Eso es lo que me contó. Desde entonces no sé más, no me he vuelto a encontrar
con ella. Pero te repito que me dejó, digámoslo así, bastante preocupado,
porque el deterioro físico y psicológico de Azucena era manifiesto.
Más
que como policía, a Ambrosio, como ser humano, lo contado por el confidente le
había puesto el cuerpo peor de lo que ya lo tenía después de la noche de
parranda.

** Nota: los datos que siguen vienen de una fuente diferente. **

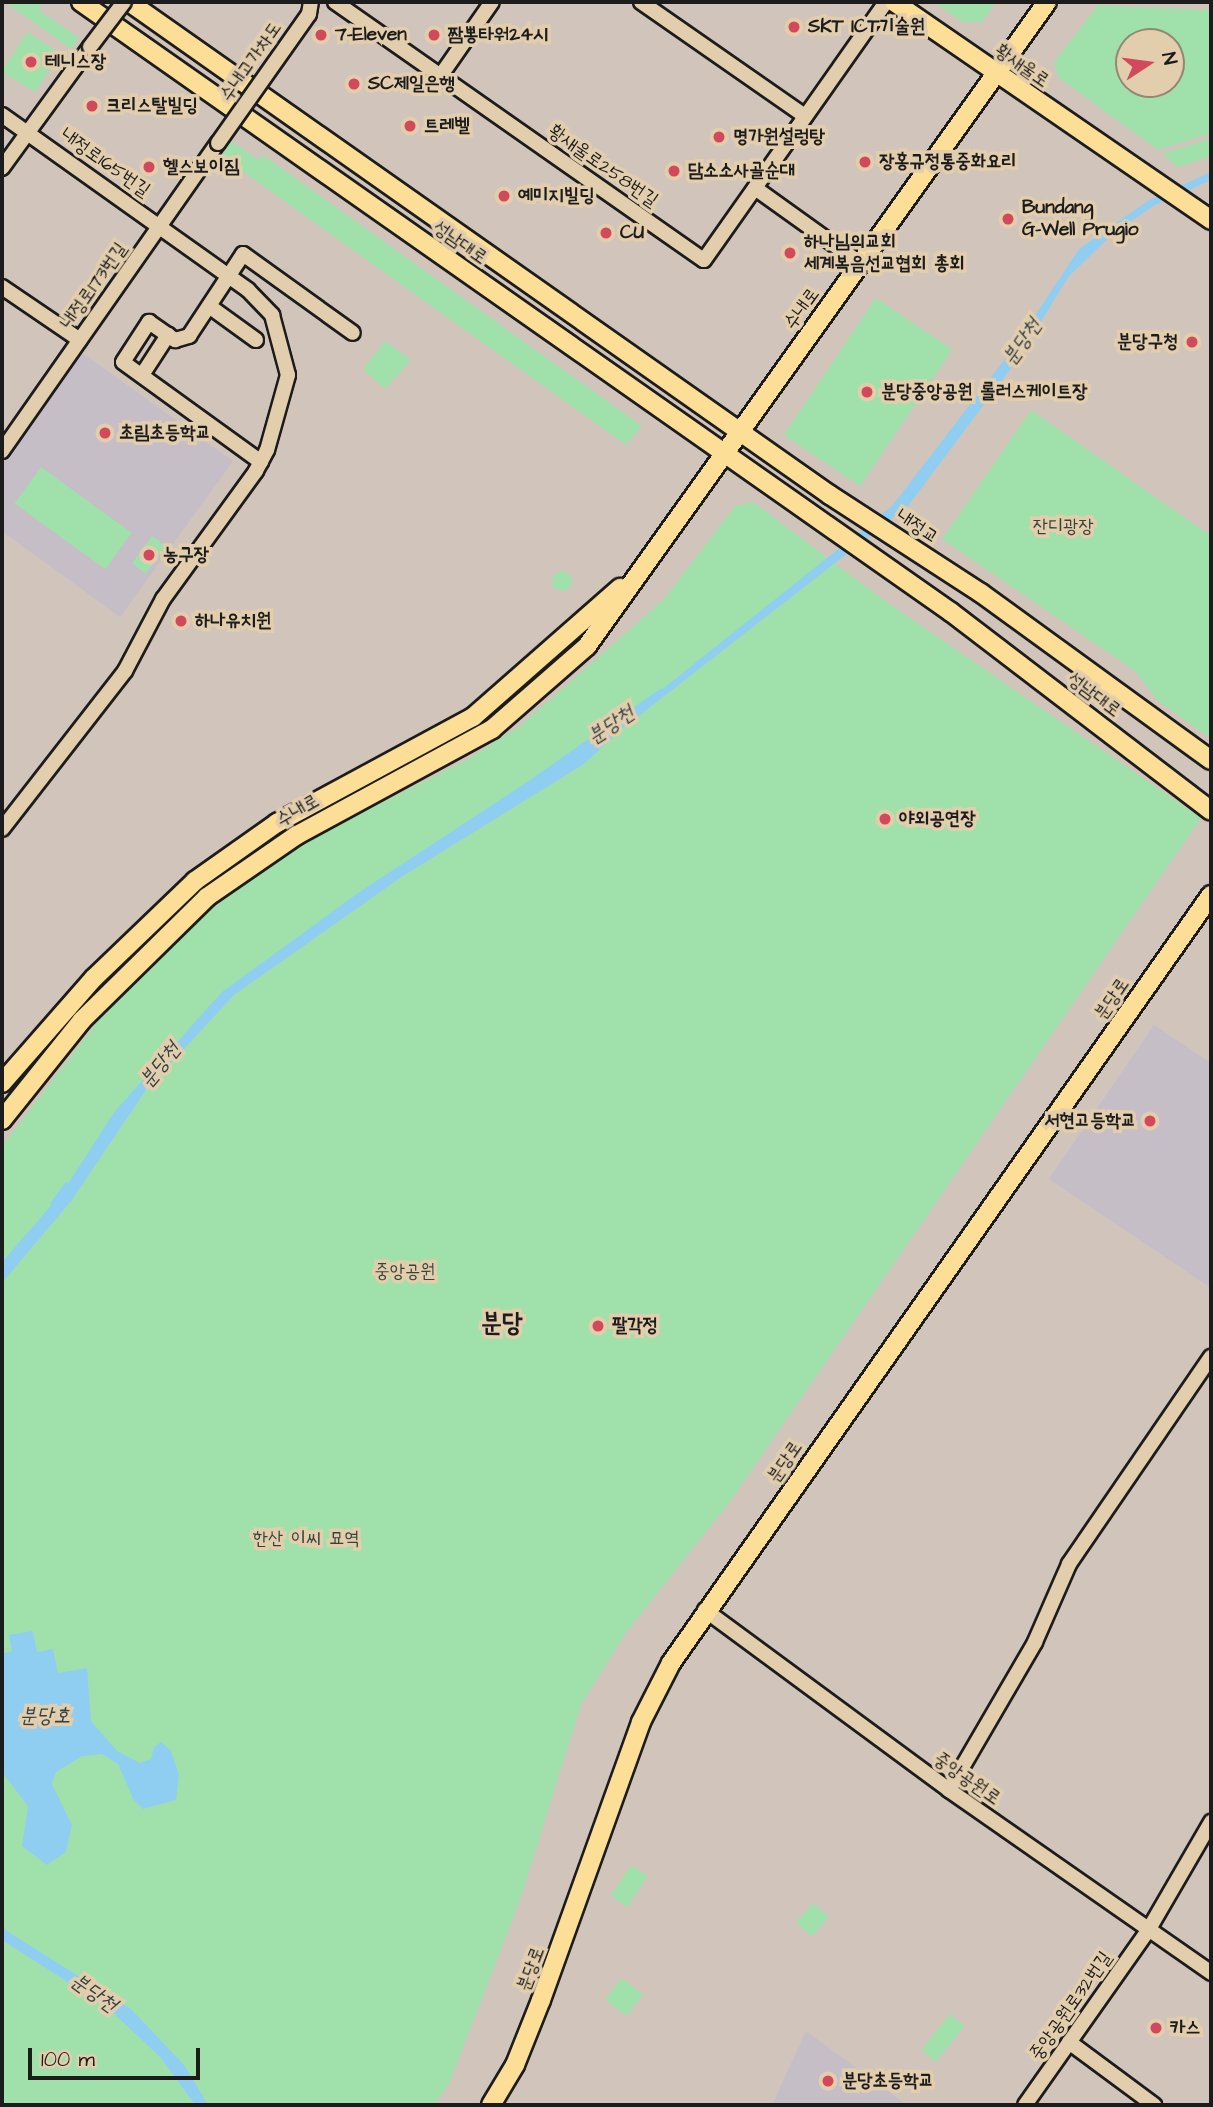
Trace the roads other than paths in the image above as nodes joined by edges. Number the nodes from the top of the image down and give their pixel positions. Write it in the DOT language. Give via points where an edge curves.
graph roads {
  1 [pos="81,2"];
  2 [pos="126,2"];
  3 [pos="311,2"];
  4 [pos="335,2"];
  5 [pos="492,2"];
  6 [pos="642,2"];
  7 [pos="886,2"];
  8 [pos="894,2"];
  9 [pos="1047,2"];
  10 [pos="441,75"];
  11 [pos="996,75"];
  12 [pos="2,115"];
  13 [pos="805,116"];
  14 [pos="27,132"];
  15 [pos="218,144"];
  16 [pos="2,168"];
  17 [pos="755,188"];
  18 [pos="1207,218"];
  19 [pos="160,226"];
  20 [pos="861,264"];
  21 [pos="229,275"];
  22 [pos="2,287"];
  23 [pos="209,306"];
  24 [pos="353,333"];
  25 [pos="168,335"];
  26 [pos="80,340"];
  27 [pos="256,340"];
  28 [pos="142,375"];
  29 [pos="739,431"];
  30 [pos="2,451"];
  31 [pos="724,455"];
  32 [pos="261,462"];
  33 [pos="830,495"];
  34 [pos="639,572"];
  35 [pos="981,593"];
  36 [pos="1211,760"];
  37 [pos="1211,811"];
  38 [pos="2,829"];
  39 [pos="1211,895"];
  40 [pos="2,1083"];
  41 [pos="2,1120"];
  42 [pos="1211,1357"];
  43 [pos="705,1610"];
  44 [pos="949,1790"];
  45 [pos="1211,1822"];
  46 [pos="1149,1929"];
  47 [pos="1211,1973"];
  48 [pos="1069,2042"];
  49 [pos="491,2105"];
  50 [pos="1025,2105"];
  51 [pos="1154,2105"];
  1 -- 31 [label="main road, 성남대로"];
  2 -- 14 [label="street, 내정로165번길, bridge"];
  2 -- 29 [label="main road, 성남대로"];
  3 -- 15 [label="street, 수내고가차도, bridge" via="309,14"];
  4 -- 10 [label="street, 황새울로258번길"];
  5 -- 10 [label="street"];
  6 -- 13 [label="street"];
  7 -- 13 [label="street, 황새울로258번길"];
  8 -- 11 [label="main road, 황새울로"];
  9 -- 11 [label="main road, 수내로"];
  10 -- 17 [label="street, 황새울로258번길" via="704,260"];
  11 -- 18 [label="main road, 황새울로"];
  11 -- 20 [label="main road, 수내로"];
  12 -- 14 [label="street"];
  13 -- 17 [label="street, 황새울로258번길"];
  14 -- 16 [label="street, 내정로165번길"];
  14 -- 19 [label="street, 내정로165번길"];
  15 -- 19 [label="street, 내정로173번길"];
  17 -- 20 [label="street"];
  19 -- 21 [label="street, 내정로165번길"];
  19 -- 26 [label="street, 내정로173번길"];
  20 -- 29 [label="main road, 수내로"];
  21 -- 23 [label="street"];
  21 -- 24 [label="street" via="243,254"];
  21 -- 32 [label="street, 내정로165번길" via="272,315 288,363"];
  22 -- 26 [label="street"];
  23 -- 25 [label="street" via="189,336 176,340"];
  23 -- 27 [label="street"];
  25 -- 28 [label="street"];
  25 -- 28 [label="street" via="144,319 123,362"];
  26 -- 30 [label="street, 내정로173번길"];
  28 -- 32 [label="street"];
  29 -- 31 [label="main road, 수내로"];
  29 -- 33 [label="main road, 성남대로"];
  31 -- 34 [label="main road, 수내로"];
  31 -- 37 [label="main road, 성남대로" via="951,612"];
  32 -- 38 [label="street, 내정로165번길" via="163,599 125,671"];
  33 -- 35 [label="main road, 내정교"];
  34 -- 40 [label="main road, 수내로" via="472,717 277,823 195,881 94,978"];
  34 -- 41 [label="main road, 수내로" via="587,646 523,706 462,748 281,844 180,919 82,1020"];
  35 -- 36 [label="main road, 성남대로"];
  39 -- 43 [label="main road, 분당로"];
  42 -- 44 [label="street" via="1069,1564 1035,1642"];
  43 -- 44 [label="street, 중앙공원로"];
  43 -- 49 [label="main road, 분당로" via="641,1722 541,2000 515,2065"];
  44 -- 46 [label="street, 중앙공원로"];
  45 -- 46 [label="street, 중앙공원로32번길"];
  46 -- 47 [label="street, 중앙공원로"];
  46 -- 48 [label="street, 중앙공원로32번길"];
  48 -- 50 [label="street, 중앙공원로32번길"];
  48 -- 51 [label="street"];
}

Caviloso, sin ser capaz de ordenar en su mente los cabos de la investigación
en general y, en particular, la historia de Azucena, no decía palabra.
—Te
voy a tener que dejar. ¿Sabes llegar al hotel? —dijo el muchacho, iniciando las
maniobras de despedida.
—No
te preocupes…
En
ese estado mental amorfo, una idea se abrió camino.
—Chus,
te estoy muy agradecido por todo. He pasado una noche fabulosa y me alegro de
haberte conocido… —señaló el inspector, buscando la forma de ganarse al chico.
—Igualmente
te digo —dijo cuando se levantaban y se disponían a salir del local.
Ya
en la calle, en un momento de indecisión, como si ninguno de los dos se
sintiera satisfecho de la ceremonia de despedida, el inspector miró a los ojos
del confidente para evaluar la posibilidad de éxito de la propuesta que estaba
a punto de formular.
—¿Me
permites un último favor? —rogó el madrileño y, sin otorgarle tiempo a
responder, continuó con su petición—: ¿Está muy lejos la residencia de Azucena?
El
perspicaz muchacho adivinó al instante sus intenciones.
—Se
aloja en el colegio Montellano, al lado de la plaza Mayor.
El
inspector miró el reloj y le preguntó a qué hora comenzaban las clases en la Universidad.
Al joven no le importó acompañarlo hasta las inmediaciones de la residencia y
esperar junto a él a que la estudiante saliera de camino a su facultad.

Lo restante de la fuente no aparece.